Supplied data:
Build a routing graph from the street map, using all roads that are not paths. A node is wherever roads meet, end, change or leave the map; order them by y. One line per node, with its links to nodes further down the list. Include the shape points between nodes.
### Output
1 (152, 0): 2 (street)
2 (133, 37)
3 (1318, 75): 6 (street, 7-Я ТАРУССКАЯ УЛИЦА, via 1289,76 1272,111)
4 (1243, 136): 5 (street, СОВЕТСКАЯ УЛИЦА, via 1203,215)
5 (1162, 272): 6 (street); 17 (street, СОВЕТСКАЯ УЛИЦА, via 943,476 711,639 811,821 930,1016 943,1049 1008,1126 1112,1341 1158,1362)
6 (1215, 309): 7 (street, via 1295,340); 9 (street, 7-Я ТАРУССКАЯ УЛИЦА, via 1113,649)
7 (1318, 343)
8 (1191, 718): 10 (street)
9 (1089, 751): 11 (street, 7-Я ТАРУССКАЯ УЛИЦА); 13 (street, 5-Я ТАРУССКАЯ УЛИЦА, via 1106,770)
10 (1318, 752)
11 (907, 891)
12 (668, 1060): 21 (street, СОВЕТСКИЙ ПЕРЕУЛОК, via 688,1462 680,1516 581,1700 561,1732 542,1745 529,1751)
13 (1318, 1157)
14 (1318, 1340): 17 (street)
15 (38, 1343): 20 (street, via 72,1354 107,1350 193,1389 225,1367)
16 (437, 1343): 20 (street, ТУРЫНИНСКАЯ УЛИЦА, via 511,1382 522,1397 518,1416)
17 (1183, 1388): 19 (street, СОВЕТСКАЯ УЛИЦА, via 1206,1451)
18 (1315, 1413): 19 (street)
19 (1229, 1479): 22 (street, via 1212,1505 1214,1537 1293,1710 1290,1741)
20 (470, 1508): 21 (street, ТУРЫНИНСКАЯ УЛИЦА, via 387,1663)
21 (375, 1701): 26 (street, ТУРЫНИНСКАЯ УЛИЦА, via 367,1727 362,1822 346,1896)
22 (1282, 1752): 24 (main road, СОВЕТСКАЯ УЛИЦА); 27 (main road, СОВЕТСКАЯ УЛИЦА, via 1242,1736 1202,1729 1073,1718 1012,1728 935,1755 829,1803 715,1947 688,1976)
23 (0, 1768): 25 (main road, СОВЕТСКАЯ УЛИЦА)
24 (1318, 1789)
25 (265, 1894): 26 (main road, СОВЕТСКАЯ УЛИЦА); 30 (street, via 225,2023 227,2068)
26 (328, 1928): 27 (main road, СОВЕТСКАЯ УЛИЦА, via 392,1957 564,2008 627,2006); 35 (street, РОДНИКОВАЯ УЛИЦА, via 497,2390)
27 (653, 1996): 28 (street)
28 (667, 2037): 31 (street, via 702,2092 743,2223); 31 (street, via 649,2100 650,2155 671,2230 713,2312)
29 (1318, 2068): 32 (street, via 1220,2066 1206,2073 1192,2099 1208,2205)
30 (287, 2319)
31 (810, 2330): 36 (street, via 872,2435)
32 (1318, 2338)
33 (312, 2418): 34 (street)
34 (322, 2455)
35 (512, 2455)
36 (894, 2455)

Work instruction: Scan the material above for the string "ТАРУССКАЯ" and copy every line that has it.

Written answer:
3 (1318, 75): 6 (street, 7-Я ТАРУССКАЯ УЛИЦА, via 1289,76 1272,111)
6 (1215, 309): 7 (street, via 1295,340); 9 (street, 7-Я ТАРУССКАЯ УЛИЦА, via 1113,649)
9 (1089, 751): 11 (street, 7-Я ТАРУССКАЯ УЛИЦА); 13 (street, 5-Я ТАРУССКАЯ УЛИЦА, via 1106,770)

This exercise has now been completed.